Original Traceback (most recent call last):
File "/.conda/envs/open-mmlab/lib/python3.8/site-packages/torch/utils/data/_utils/worker.py”, line 287, in _worker_loop
data = fetcher.fetch(index)
File “/.conda/envs/open-mmlab/lib/python3.8/site-packages/torch/utils/data/_utils/fetch.py", line 49, in fetch
data = [self.dataset[idx] for idx in possibly_batched_index]
File "/.conda/envs/open-mmlab/lib/python3.8/site-packages/torch/utils/data/_utils/fetch.py”, line 49, in
data = [self.dataset[idx] for idx in possibly_batched_index]
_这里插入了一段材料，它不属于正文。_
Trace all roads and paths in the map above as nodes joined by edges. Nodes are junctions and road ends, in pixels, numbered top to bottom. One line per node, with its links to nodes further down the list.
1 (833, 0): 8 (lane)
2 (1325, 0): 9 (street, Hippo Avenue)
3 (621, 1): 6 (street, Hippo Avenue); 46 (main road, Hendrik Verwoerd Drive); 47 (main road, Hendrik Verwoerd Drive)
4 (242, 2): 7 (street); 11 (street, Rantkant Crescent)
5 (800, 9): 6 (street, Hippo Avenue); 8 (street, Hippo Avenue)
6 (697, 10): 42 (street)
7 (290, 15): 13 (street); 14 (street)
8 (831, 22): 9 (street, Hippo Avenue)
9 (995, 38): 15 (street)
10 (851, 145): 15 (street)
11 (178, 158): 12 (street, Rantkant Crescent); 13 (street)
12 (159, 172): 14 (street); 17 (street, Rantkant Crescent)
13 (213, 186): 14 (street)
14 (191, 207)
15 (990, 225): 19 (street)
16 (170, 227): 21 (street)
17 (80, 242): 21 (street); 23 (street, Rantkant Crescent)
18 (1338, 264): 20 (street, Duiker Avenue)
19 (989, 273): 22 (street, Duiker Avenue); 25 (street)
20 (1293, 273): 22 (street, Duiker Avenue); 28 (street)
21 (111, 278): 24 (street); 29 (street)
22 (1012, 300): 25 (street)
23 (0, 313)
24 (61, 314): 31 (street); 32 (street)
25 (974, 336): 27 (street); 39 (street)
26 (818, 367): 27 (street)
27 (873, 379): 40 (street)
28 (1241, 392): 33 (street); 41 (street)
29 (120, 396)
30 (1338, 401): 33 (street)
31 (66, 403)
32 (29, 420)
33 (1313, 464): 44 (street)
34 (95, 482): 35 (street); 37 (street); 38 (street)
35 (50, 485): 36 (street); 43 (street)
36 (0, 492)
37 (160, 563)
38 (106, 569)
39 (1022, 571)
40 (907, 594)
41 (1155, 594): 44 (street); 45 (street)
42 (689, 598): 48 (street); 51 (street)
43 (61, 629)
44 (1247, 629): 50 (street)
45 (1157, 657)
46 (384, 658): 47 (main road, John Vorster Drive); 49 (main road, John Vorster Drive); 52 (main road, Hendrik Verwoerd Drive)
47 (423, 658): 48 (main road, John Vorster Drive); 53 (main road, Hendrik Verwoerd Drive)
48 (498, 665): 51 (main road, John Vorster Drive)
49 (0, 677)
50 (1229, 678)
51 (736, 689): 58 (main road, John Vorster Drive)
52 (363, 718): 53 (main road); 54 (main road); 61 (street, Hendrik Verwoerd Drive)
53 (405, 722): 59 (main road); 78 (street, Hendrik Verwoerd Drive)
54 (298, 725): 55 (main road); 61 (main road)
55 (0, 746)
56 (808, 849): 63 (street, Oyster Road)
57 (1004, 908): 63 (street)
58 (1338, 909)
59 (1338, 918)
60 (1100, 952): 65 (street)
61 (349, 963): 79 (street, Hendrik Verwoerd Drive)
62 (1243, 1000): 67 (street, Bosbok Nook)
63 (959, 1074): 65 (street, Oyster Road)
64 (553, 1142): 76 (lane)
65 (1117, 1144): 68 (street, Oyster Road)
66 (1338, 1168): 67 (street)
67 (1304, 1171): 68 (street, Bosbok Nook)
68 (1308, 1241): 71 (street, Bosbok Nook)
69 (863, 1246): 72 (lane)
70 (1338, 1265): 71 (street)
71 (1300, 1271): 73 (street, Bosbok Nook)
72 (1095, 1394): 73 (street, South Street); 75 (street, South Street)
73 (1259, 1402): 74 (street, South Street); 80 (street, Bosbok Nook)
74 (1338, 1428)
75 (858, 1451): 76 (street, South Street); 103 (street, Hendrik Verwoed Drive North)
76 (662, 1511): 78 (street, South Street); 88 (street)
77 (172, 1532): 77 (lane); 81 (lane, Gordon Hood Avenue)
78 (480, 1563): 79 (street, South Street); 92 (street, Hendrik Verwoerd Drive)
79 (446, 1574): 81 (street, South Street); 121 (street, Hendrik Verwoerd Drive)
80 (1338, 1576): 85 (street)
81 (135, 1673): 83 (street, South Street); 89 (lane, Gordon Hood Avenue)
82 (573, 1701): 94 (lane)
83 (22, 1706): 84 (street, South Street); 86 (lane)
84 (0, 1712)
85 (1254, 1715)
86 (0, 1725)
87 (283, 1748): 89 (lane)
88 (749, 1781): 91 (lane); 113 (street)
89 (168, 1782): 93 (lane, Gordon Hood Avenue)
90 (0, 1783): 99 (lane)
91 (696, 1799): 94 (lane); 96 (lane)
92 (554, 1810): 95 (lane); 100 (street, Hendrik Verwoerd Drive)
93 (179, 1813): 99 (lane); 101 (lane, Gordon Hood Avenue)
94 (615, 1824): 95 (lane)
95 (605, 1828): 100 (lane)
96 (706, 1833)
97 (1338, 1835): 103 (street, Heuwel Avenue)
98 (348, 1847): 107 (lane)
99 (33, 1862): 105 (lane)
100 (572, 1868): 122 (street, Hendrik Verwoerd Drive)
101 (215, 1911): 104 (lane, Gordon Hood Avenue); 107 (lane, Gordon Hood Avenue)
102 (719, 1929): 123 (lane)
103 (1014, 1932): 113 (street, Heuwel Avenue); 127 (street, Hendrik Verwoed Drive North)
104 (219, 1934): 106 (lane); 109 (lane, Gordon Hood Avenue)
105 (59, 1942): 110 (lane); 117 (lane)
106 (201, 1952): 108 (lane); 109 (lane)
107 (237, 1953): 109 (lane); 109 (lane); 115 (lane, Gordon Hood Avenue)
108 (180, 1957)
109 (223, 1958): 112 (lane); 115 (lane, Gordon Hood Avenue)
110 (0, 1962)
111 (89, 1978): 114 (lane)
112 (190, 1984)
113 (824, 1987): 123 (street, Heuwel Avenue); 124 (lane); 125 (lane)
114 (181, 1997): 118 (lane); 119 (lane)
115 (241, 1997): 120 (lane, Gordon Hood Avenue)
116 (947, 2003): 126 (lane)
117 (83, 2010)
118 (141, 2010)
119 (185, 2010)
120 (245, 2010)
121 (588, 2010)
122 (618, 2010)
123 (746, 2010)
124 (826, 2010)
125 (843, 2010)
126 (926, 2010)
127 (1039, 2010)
File “/.conda/envs/open-mmlab/lib/python3.8/site-packages/mmengine/dataset/base_dataset.py", line 403, in getitem
data = self.prepare_data(idx)
File "/.conda/envs/open-mmlab/lib/python3.8/site-packages/mmengine/dataset/base_dataset.py”, line 793, in prepare_data
return self.pipeline(data_info)
File “/.conda/envs/open-mmlab/lib/python3.8/site-packages/mmengine/dataset/base_dataset.py", line 60, in call
data = t(data)
File "/.conda/envs/open-mmlab/lib/python3.8/site-packages/mmcv/transforms/base.py”, line 12, in call
return self.transform(results)
File “*/.conda/envs/open-mmlab/lib/python3.8/site-packages/mmcv/transforms/loading.py”, line 110, in transform
assert img is not None, f’failed to load image: {filename}’
AssertionError: failed to load image: */datasets/ciping4_new-v2/test/PS48.jpg
异常定位
94 if self.file_client_args is not None:
95 file_client = fileio.FileClient.infer_client(
96 self.file_client_args, filename)
97 img_bytes = file_client.get(filename)
98 else:
99 img_bytes = fileio.get(filename, backend_args=self.backend_args)
101 img = mmcv.imfrombytes(
102 img_bytes, flag=self.color_type, backend=self.imdecode_backend)
通过对以上代码的理解,写了一个小脚本测试了一下 mmcv 读取图片的方法
可以看到 backend=‘cv2’ 时 img 为 None,改 backend=‘pillow’ 后,正常打印图片矩阵。
同时在源码的注释里也有相关的描述。
/mmcv/transforms/loading.py
LoadImageFromFile
解决办法
配置文件的 LoadImageFromFile 增加 imdecode_backend=‘pillow’ 。
其他
有意思的是,碰到这个问题的人还不知我一人,阅读源码时作者明确注释了如何解决此问题的 issue 地址:https://github.com/open-mmlab/mmpretrain/issues/1427
vi */.conda/envs/open-mmlab/lib/python3.8/site-packages/mmcv/transforms/loading.py
:110